== Task requirements ==
The word "highway" occurs in some lines of the listing. Copy those lines.

== Data excerpts ==

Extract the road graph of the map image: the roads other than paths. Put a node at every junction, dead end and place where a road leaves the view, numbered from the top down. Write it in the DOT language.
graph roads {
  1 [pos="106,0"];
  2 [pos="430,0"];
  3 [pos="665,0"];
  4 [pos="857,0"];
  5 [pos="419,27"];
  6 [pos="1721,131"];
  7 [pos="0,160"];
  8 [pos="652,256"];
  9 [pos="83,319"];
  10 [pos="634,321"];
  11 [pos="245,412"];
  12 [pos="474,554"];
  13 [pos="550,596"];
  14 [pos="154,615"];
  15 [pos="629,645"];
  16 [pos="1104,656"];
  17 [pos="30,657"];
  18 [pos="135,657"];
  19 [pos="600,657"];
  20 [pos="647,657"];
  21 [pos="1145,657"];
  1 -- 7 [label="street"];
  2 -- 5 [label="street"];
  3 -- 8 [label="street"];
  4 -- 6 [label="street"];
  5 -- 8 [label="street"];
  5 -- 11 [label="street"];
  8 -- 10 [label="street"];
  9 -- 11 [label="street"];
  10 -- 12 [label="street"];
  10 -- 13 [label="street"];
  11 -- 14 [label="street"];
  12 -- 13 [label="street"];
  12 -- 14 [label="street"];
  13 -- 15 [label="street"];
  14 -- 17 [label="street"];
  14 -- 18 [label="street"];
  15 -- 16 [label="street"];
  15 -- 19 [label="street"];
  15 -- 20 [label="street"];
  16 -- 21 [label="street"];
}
...
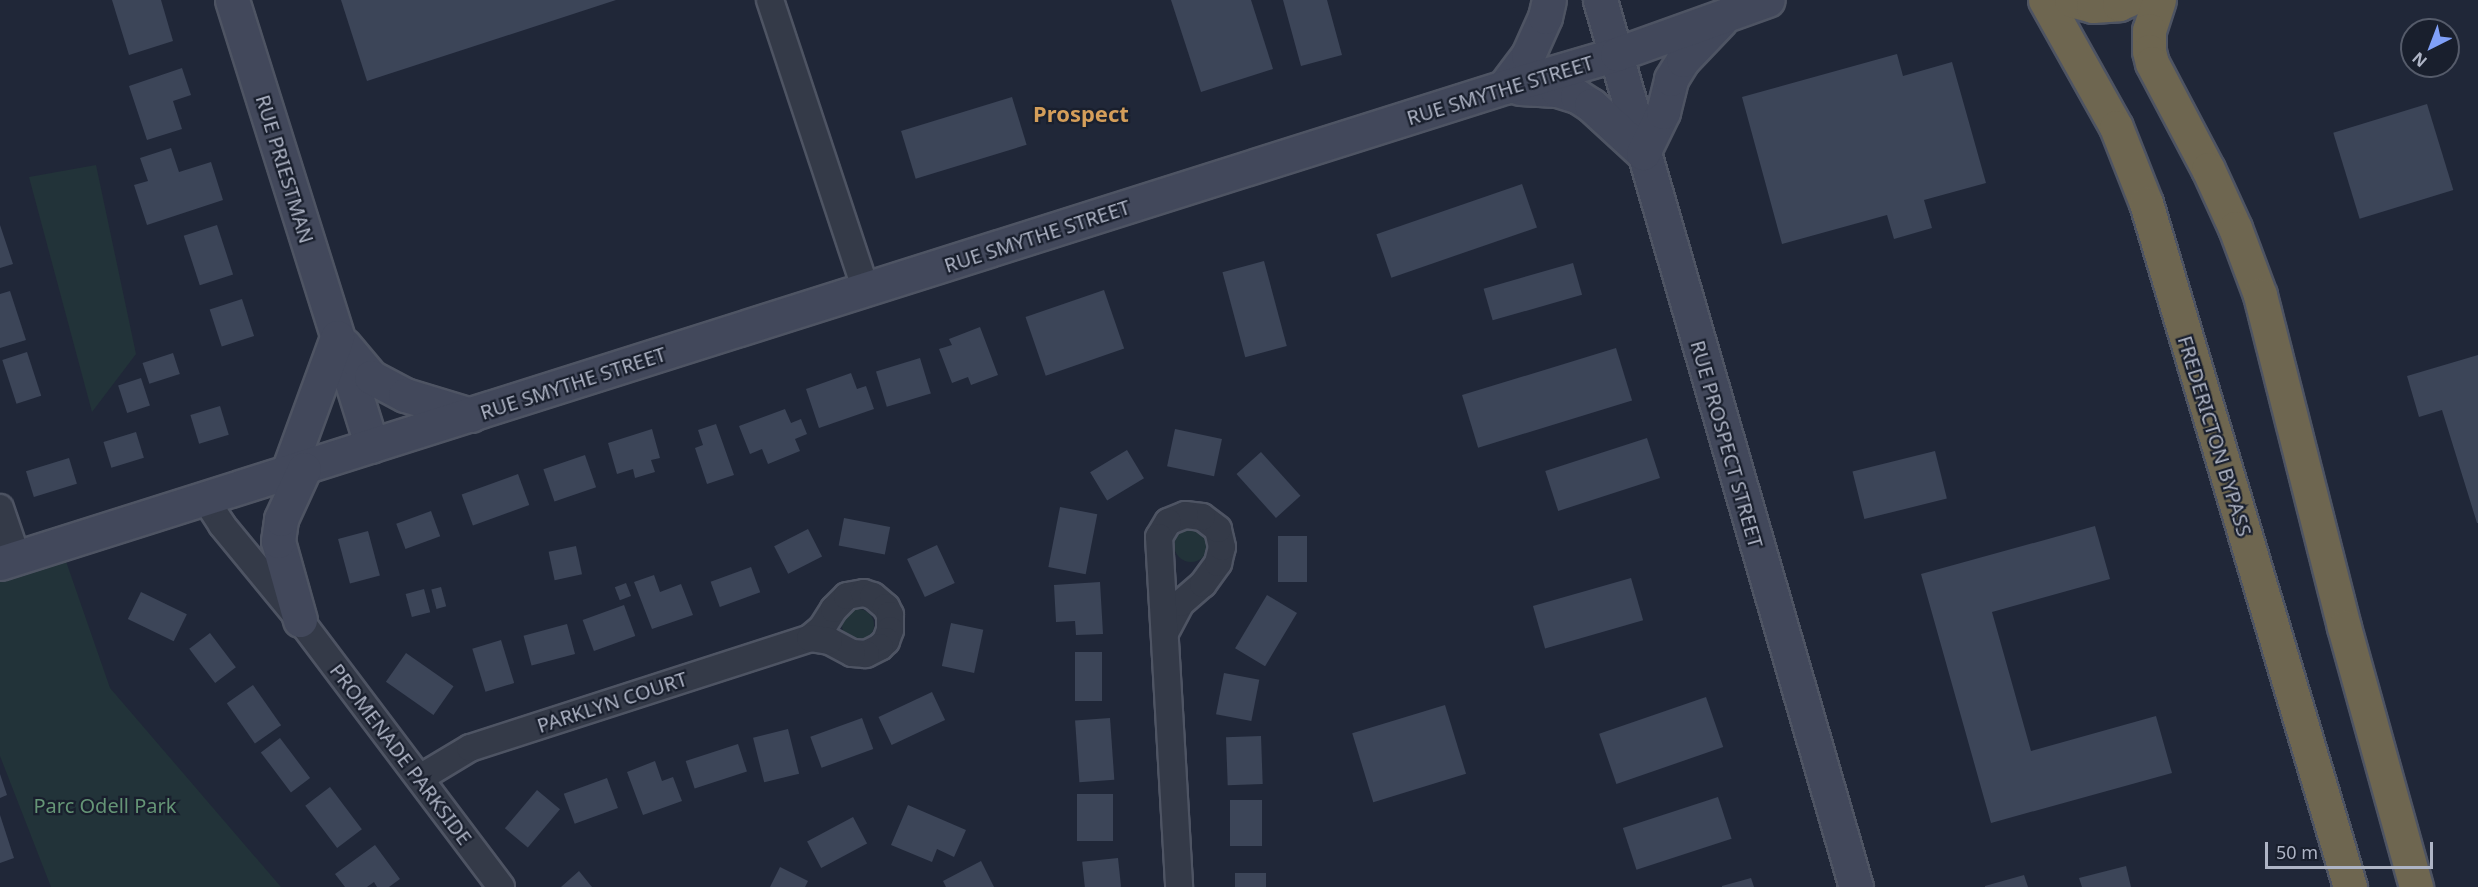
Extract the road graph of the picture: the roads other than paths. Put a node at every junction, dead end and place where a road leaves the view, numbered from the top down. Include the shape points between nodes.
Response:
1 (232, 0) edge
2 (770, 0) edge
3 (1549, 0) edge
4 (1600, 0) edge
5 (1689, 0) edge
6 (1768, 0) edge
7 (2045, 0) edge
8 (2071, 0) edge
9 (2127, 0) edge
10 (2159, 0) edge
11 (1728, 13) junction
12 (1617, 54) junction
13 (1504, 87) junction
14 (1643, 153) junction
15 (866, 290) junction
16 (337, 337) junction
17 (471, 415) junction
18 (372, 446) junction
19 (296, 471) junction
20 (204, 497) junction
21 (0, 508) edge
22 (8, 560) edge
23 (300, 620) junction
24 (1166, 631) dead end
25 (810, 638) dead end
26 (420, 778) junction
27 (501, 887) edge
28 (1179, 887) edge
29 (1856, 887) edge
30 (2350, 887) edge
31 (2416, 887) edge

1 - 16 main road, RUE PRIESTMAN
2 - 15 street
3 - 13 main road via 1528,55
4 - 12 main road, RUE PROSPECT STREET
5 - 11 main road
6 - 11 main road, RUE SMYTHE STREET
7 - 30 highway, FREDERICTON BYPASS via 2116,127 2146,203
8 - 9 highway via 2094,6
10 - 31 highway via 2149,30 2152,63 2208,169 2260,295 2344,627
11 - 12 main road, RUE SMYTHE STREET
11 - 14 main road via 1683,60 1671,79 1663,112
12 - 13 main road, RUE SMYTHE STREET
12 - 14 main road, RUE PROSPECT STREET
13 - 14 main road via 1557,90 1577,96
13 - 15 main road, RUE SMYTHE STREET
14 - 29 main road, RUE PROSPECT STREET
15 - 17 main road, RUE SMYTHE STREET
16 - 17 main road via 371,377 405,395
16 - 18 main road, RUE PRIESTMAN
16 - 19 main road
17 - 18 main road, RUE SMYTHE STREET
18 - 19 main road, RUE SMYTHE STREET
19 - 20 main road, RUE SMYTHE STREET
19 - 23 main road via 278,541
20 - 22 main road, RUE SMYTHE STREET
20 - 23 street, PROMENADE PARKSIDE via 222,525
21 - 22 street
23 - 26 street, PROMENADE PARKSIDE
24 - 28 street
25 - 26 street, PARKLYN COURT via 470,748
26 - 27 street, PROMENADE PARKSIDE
...
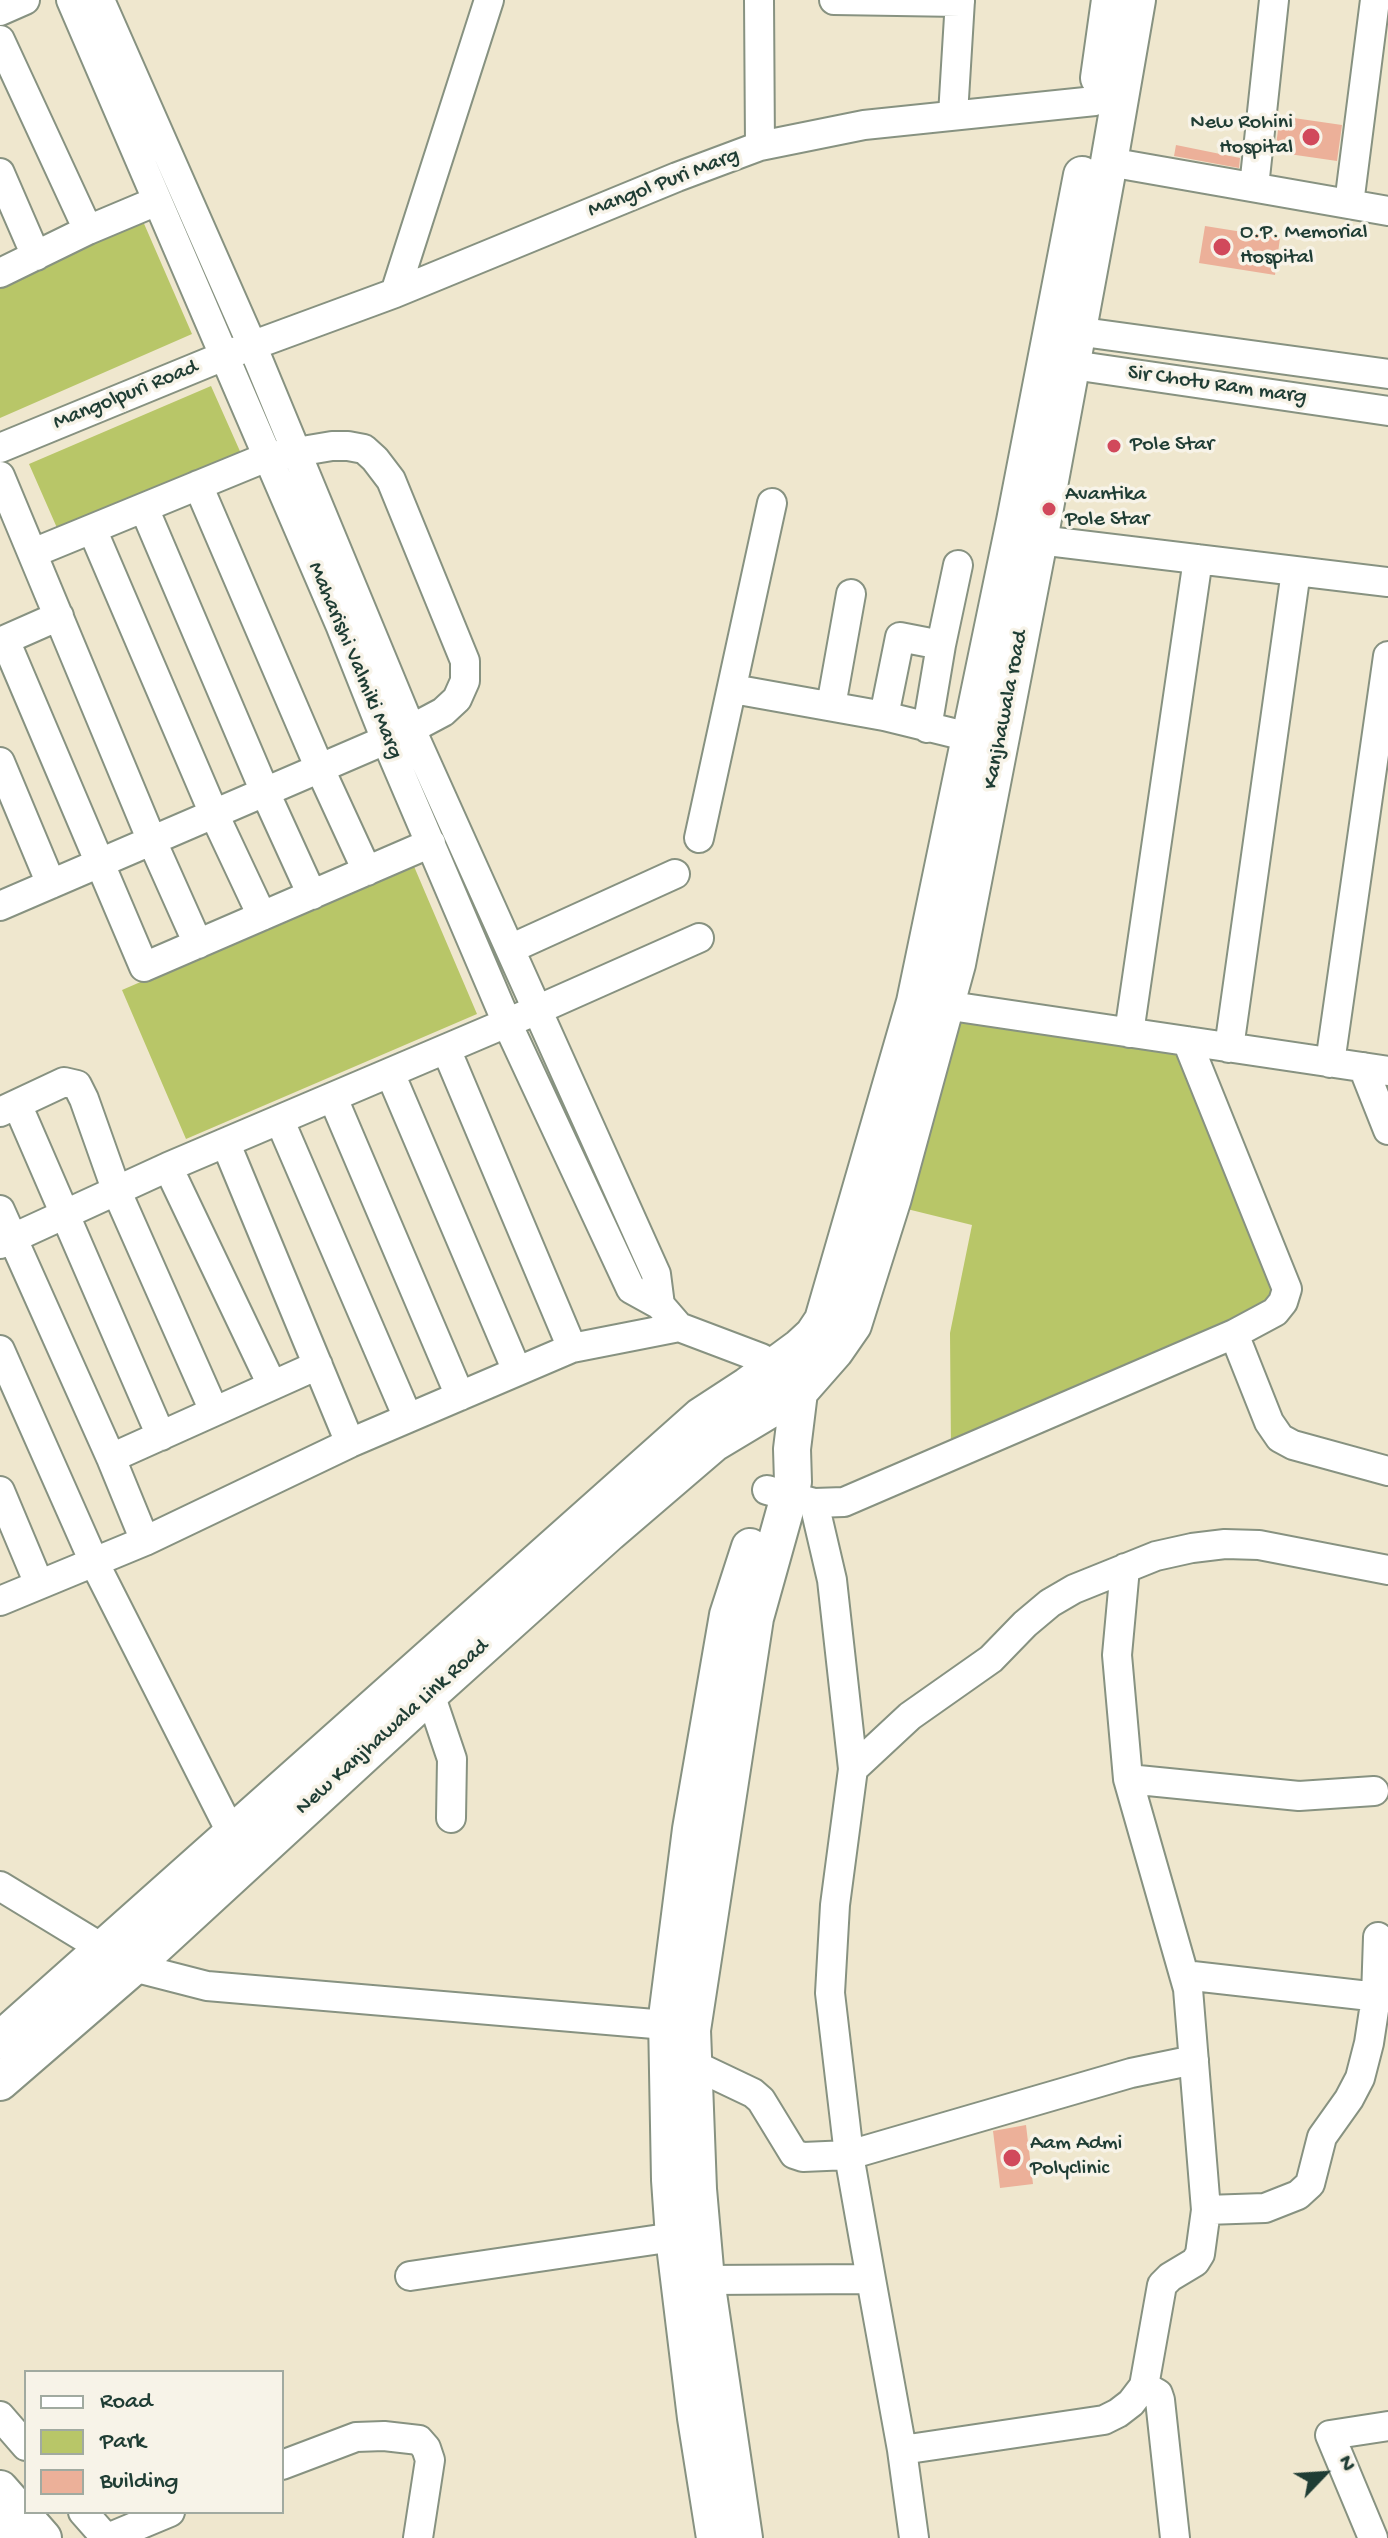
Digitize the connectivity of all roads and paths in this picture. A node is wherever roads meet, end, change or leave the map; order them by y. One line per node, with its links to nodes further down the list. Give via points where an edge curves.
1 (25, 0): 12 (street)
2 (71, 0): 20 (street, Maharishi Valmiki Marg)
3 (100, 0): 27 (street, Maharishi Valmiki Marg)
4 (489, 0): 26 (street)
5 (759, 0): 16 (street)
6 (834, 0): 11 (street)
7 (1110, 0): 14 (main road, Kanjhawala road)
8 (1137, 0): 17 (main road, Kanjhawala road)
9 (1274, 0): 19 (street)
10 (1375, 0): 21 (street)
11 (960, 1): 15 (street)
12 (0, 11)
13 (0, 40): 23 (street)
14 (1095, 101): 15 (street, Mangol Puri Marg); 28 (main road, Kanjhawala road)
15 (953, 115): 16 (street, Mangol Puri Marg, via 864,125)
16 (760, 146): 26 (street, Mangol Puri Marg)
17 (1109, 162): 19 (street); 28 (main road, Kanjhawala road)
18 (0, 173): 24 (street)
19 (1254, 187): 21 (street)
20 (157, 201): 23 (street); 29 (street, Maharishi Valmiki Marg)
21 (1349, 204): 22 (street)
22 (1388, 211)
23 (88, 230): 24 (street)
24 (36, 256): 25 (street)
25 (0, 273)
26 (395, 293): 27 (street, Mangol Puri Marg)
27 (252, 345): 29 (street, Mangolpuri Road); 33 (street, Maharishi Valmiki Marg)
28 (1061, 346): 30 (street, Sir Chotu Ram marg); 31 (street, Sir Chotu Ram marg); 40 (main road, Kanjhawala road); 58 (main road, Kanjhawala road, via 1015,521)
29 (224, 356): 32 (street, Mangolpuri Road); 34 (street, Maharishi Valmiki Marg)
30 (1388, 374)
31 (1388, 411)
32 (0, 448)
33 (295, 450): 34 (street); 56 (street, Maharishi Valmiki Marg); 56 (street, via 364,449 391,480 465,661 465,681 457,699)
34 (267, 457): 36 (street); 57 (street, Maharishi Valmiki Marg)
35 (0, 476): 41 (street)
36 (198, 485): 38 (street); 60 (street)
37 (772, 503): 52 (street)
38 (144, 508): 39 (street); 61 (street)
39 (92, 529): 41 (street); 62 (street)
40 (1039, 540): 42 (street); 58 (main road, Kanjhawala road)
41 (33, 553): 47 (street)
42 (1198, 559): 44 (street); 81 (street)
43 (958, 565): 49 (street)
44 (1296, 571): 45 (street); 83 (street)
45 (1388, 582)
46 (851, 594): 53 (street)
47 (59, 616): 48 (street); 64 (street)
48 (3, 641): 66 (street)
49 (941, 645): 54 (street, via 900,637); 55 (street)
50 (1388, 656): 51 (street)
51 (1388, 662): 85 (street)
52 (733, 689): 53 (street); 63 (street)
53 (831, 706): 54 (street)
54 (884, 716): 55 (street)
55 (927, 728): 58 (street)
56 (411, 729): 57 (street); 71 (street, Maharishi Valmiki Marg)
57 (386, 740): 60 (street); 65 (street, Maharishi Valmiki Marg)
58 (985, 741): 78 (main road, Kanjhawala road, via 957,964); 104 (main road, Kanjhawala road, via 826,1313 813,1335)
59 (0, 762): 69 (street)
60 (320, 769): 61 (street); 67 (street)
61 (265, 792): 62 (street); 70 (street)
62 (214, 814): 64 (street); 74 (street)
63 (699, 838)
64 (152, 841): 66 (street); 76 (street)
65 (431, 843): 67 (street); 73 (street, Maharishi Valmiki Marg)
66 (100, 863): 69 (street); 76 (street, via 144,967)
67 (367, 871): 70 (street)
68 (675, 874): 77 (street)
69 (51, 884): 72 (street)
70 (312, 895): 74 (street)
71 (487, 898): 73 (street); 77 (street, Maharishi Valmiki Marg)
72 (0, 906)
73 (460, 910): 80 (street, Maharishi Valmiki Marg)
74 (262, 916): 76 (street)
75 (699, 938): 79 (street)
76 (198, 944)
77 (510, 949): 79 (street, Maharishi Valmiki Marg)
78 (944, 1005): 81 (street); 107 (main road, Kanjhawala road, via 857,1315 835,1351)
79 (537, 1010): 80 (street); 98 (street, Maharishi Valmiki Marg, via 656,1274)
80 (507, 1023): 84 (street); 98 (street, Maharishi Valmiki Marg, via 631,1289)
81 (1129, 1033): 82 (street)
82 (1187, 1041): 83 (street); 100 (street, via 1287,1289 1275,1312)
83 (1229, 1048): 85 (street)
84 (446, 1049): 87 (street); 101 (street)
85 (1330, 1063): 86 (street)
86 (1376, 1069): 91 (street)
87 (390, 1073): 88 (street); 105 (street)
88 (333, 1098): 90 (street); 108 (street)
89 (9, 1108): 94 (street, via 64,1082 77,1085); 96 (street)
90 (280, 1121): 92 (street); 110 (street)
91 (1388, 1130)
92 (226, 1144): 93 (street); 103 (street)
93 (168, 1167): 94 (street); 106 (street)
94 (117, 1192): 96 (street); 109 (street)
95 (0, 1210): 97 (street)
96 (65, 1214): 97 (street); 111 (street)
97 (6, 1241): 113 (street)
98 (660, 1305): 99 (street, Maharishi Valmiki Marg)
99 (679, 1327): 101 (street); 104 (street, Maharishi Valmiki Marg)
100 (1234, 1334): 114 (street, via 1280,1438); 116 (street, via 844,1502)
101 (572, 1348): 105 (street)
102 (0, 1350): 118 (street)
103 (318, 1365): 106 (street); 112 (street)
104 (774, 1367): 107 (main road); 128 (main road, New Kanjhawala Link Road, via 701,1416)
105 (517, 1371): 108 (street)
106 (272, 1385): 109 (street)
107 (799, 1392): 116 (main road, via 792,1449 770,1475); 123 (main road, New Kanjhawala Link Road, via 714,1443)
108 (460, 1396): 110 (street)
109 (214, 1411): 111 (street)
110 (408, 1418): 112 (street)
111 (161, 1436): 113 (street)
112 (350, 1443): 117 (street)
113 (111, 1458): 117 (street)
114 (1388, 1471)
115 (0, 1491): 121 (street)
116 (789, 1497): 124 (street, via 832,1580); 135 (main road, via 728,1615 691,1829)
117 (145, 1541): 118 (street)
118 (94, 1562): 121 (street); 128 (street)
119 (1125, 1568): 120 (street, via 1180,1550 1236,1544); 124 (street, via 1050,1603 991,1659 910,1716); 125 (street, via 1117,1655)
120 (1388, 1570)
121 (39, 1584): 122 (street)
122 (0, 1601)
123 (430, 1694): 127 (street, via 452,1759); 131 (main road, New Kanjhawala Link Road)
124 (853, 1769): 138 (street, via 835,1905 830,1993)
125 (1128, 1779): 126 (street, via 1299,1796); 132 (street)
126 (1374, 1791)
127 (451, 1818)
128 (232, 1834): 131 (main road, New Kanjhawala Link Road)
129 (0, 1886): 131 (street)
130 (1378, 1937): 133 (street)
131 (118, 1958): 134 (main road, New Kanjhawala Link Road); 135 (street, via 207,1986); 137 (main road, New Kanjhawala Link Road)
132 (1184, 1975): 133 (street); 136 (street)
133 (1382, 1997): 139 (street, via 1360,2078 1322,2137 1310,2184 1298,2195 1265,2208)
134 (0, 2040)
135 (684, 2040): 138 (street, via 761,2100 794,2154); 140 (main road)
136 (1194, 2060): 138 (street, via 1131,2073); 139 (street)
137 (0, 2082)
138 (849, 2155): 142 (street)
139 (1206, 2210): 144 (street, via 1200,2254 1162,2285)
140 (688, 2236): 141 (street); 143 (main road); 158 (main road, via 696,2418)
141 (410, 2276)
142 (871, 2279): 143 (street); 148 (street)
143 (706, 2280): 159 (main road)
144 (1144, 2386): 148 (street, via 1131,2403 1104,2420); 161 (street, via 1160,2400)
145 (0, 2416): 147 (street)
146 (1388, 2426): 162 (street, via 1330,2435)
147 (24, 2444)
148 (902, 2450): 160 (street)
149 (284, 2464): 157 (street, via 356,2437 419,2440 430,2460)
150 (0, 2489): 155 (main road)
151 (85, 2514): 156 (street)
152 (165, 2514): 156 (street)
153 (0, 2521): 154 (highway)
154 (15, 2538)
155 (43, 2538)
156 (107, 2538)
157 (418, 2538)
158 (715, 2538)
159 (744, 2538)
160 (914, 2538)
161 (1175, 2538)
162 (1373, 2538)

== Output for this exercise ==
7 - 30 highway, FREDERICTON BYPASS via 2116,127 2146,203
8 - 9 highway via 2094,6
10 - 31 highway via 2149,30 2152,63 2208,169 2260,295 2344,627
153 (0, 2521): 154 (highway)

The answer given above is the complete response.